Gerald Locklin agrees. The 70-year-old Long Beach writer (who also spent approximately two decades in Seal Beach) doesn't just get behind a podium, stick his face into a book and mumble through some poems. This guy goes for it, and by that I mean he makes this shit come alive. During a Locklin reading, audiences are bound to get a handful of really solid narrative poems about life in academia (of which he knows something about seeing how he begin teaching at Cal State Long Beach in 1965), jazz, art and day-to-day slices of life, but the highlight of these shows is when Locklin puts down the poems and moves away from the podium for a song-and-dance routine that never fails.

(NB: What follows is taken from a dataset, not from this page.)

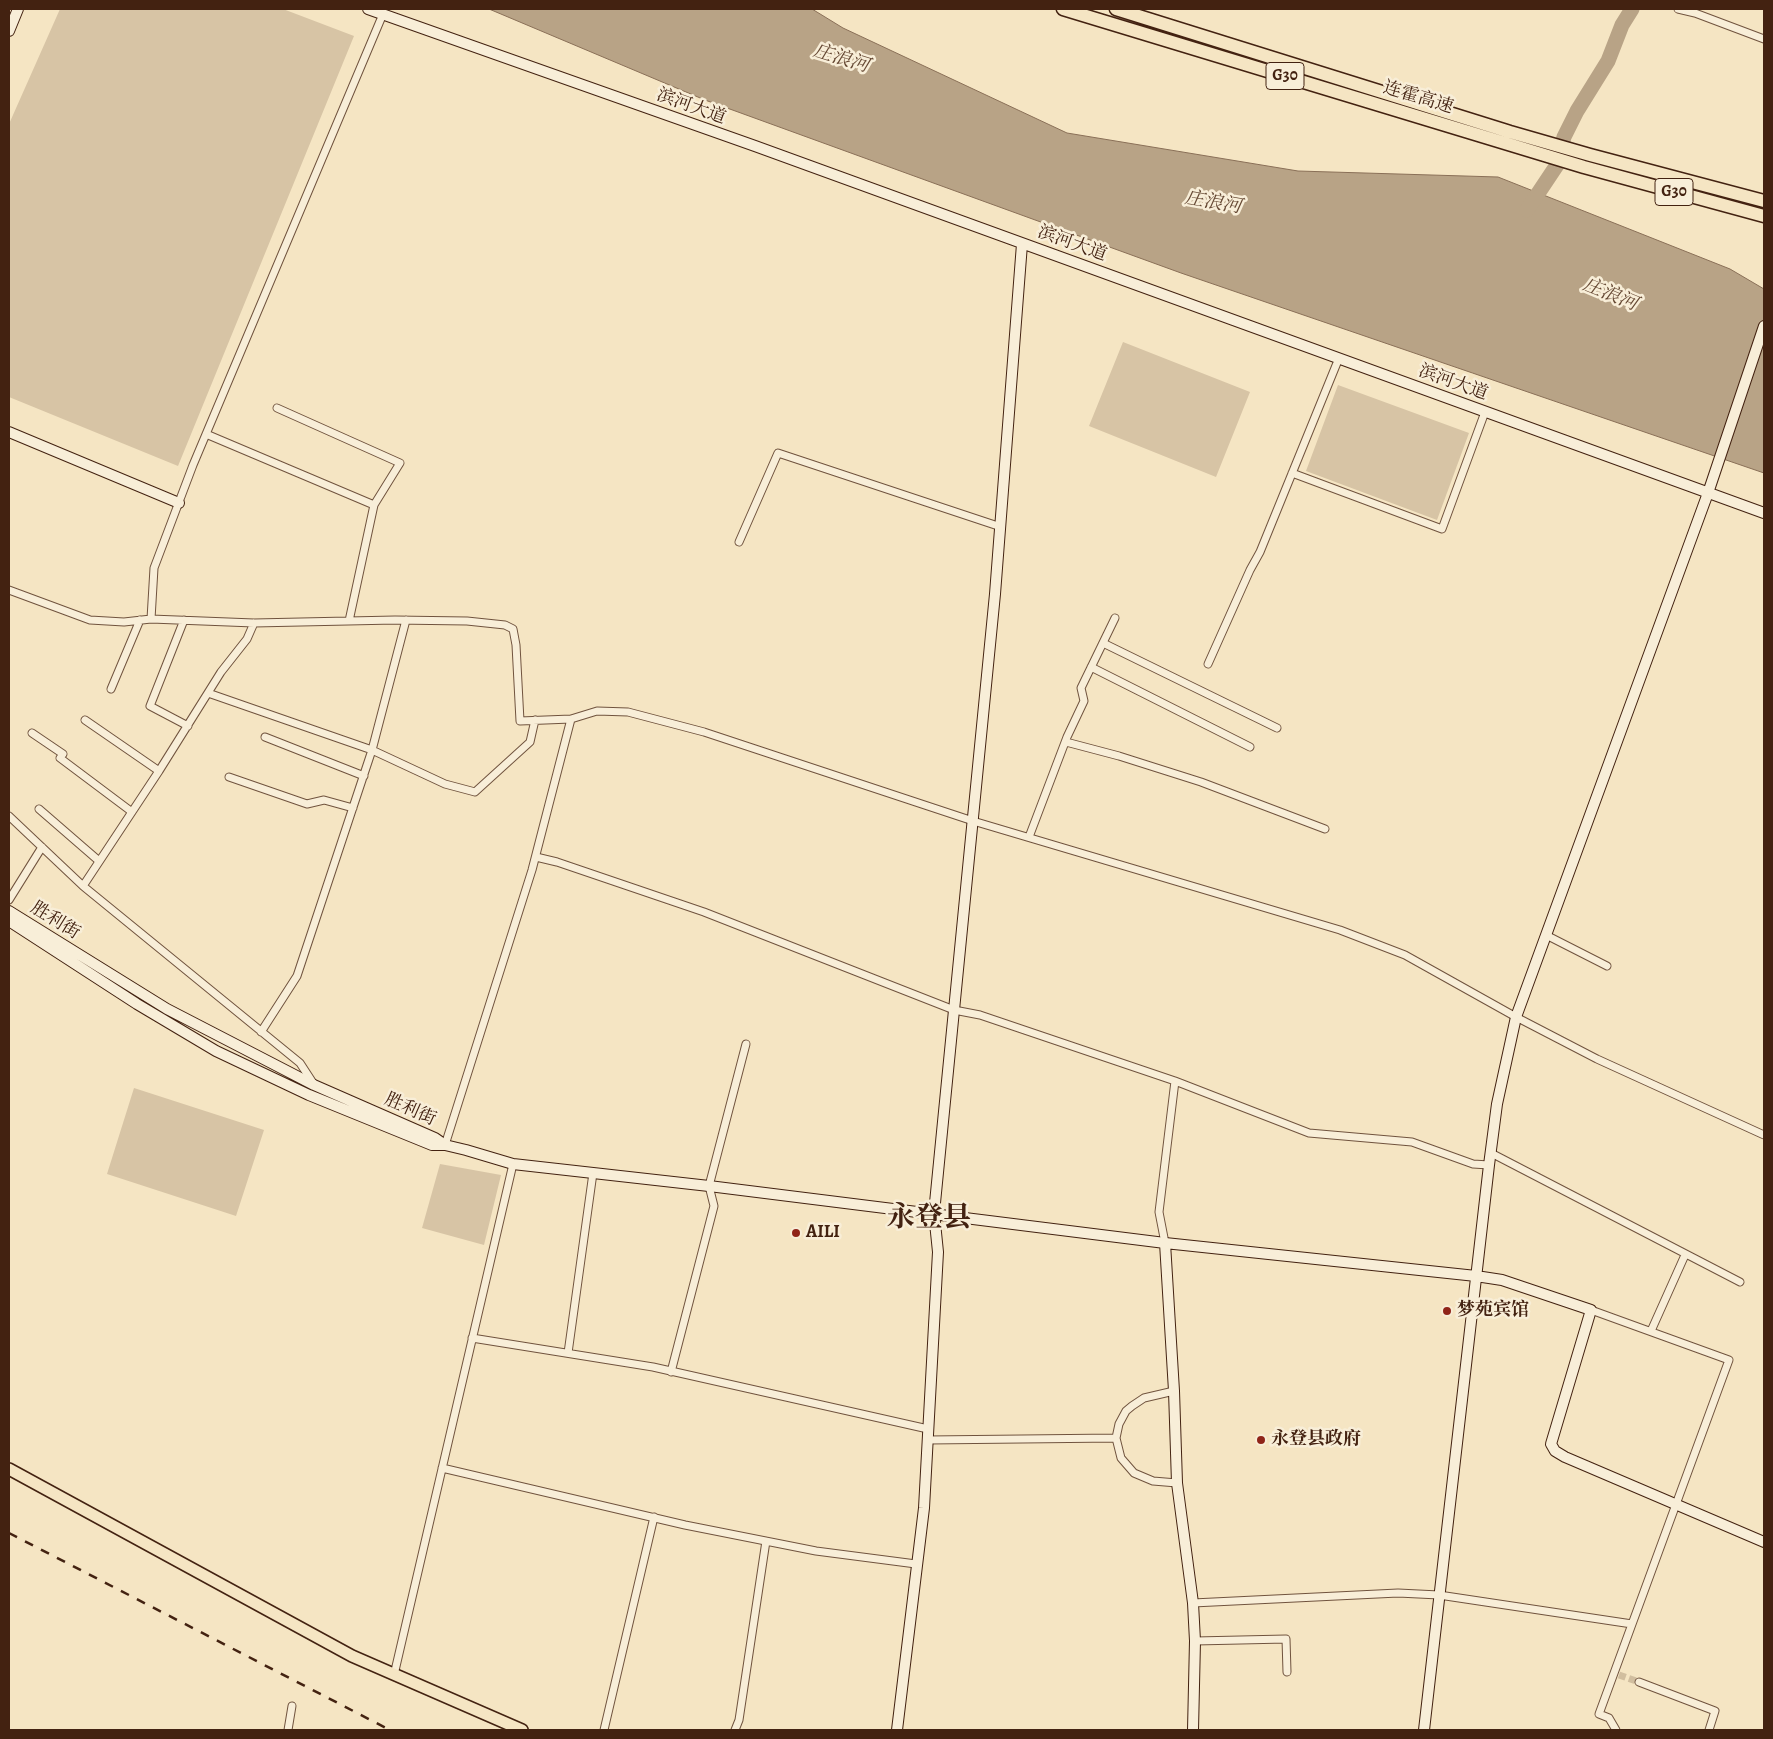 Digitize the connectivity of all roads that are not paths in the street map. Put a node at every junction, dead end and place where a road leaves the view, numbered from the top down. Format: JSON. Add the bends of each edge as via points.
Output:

Locklin's repertoire is limitless, but lately he's been almost guaranteed to tap dance, sing a Lady Gaga routine and tell the story about the time he auditioned for a talent show when he was in elementary school.
For the uneducated, it's easy to dismiss Locklin's showmanship as his way of hiding the fact that he can't write. Nothing could be further from the truth. With more than 125 published books and 3,000 published poems, short stories, articles, reviews and interview, Locklin is a master of the written word. Don't believe me? Well, you should because Charles Bukowski agreed. The two were friends and anyone who knows anything about Bukowksi knows his persona leads us to believe that he A. didn't care much for people and B. cared even less for other poets. To give a detailed account of his career would take up too much space, so visit his website at www.geraldlocklin.org. Trust me, I ain't getting paid to plug his site, so that must mean there's something worth checking out there.
In the meantime, Locklin is reading tomorrow night at Golden West College Community Room 102 (15744 Goldenwest St., Huntington Beach) with John Brantingham and Pam Arterburn. The reading begins at 8.